*Task item*. Retype the records below exactly as they stand, but with no images.
#### Dataset excerpts ####
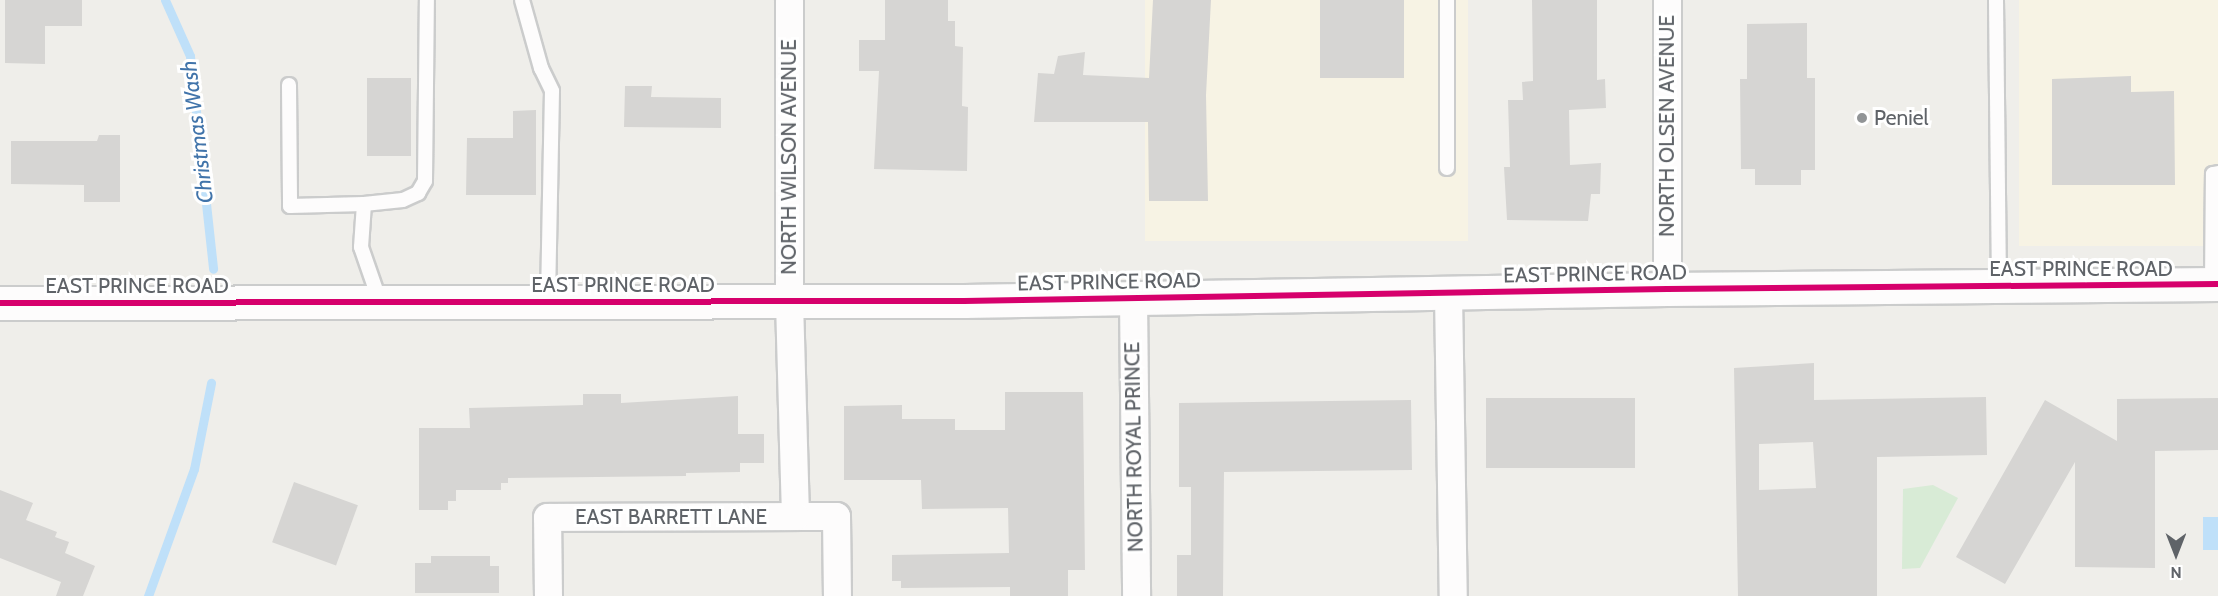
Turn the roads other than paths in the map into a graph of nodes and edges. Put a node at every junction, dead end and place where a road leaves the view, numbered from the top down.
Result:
1 (427, 0) edge
2 (522, 0) edge
3 (789, 0) edge
4 (1447, 0) edge
5 (1667, 0) edge
6 (1996, 0) edge
7 (289, 85) dead end
8 (1447, 168) dead end
9 (2218, 174) edge
10 (364, 204) junction
11 (2215, 284) edge
12 (1999, 286) junction
13 (1667, 289) junction
14 (1448, 293) junction
15 (1133, 298) junction
16 (789, 301) junction
17 (380, 302) junction
18 (548, 302) junction
19 (0, 303) edge
20 (795, 516) junction
21 (548, 596) edge
22 (837, 596) edge
23 (1136, 596) edge
24 (1453, 596) edge

1 - 10 lane
2 - 18 lane
3 - 16 street, NORTH WILSON AVENUE
4 - 8 lane
5 - 13 street, NORTH OLSEN AVENUE
6 - 12 lane
7 - 10 lane
9 - 11 lane
10 - 17 lane
11 - 12 main road, EAST PRINCE ROAD
12 - 13 main road, EAST PRINCE ROAD
13 - 14 main road, EAST PRINCE ROAD
14 - 15 main road, EAST PRINCE ROAD
14 - 24 street
15 - 16 main road, EAST PRINCE ROAD
15 - 23 street, NORTH ROYAL PRINCE
16 - 18 main road, EAST PRINCE ROAD
16 - 20 street, NORTH WILSON AVENUE
17 - 18 main road, EAST PRINCE ROAD
17 - 19 main road, EAST PRINCE ROAD
20 - 21 street, EAST BARRETT LANE
20 - 22 street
####
*Output below*.
Turn the roads other than paths in the map into a graph of nodes and edges. Put a node at every junction, dead end and place where a road leaves the view, numbered from the top down.
Result:
1 (427, 0) edge
2 (522, 0) edge
3 (789, 0) edge
4 (1447, 0) edge
5 (1667, 0) edge
6 (1996, 0) edge
7 (289, 85) dead end
8 (1447, 168) dead end
9 (2218, 174) edge
10 (364, 204) junction
11 (2215, 284) edge
12 (1999, 286) junction
13 (1667, 289) junction
14 (1448, 293) junction
15 (1133, 298) junction
16 (789, 301) junction
17 (380, 302) junction
18 (548, 302) junction
19 (0, 303) edge
20 (795, 516) junction
21 (548, 596) edge
22 (837, 596) edge
23 (1136, 596) edge
24 (1453, 596) edge

1 - 10 lane
2 - 18 lane
3 - 16 street, NORTH WILSON AVENUE
4 - 8 lane
5 - 13 street, NORTH OLSEN AVENUE
6 - 12 lane
7 - 10 lane
9 - 11 lane
10 - 17 lane
11 - 12 main road, EAST PRINCE ROAD
12 - 13 main road, EAST PRINCE ROAD
13 - 14 main road, EAST PRINCE ROAD
14 - 15 main road, EAST PRINCE ROAD
14 - 24 street
15 - 16 main road, EAST PRINCE ROAD
15 - 23 street, NORTH ROYAL PRINCE
16 - 18 main road, EAST PRINCE ROAD
16 - 20 street, NORTH WILSON AVENUE
17 - 18 main road, EAST PRINCE ROAD
17 - 19 main road, EAST PRINCE ROAD
20 - 21 street, EAST BARRETT LANE
20 - 22 street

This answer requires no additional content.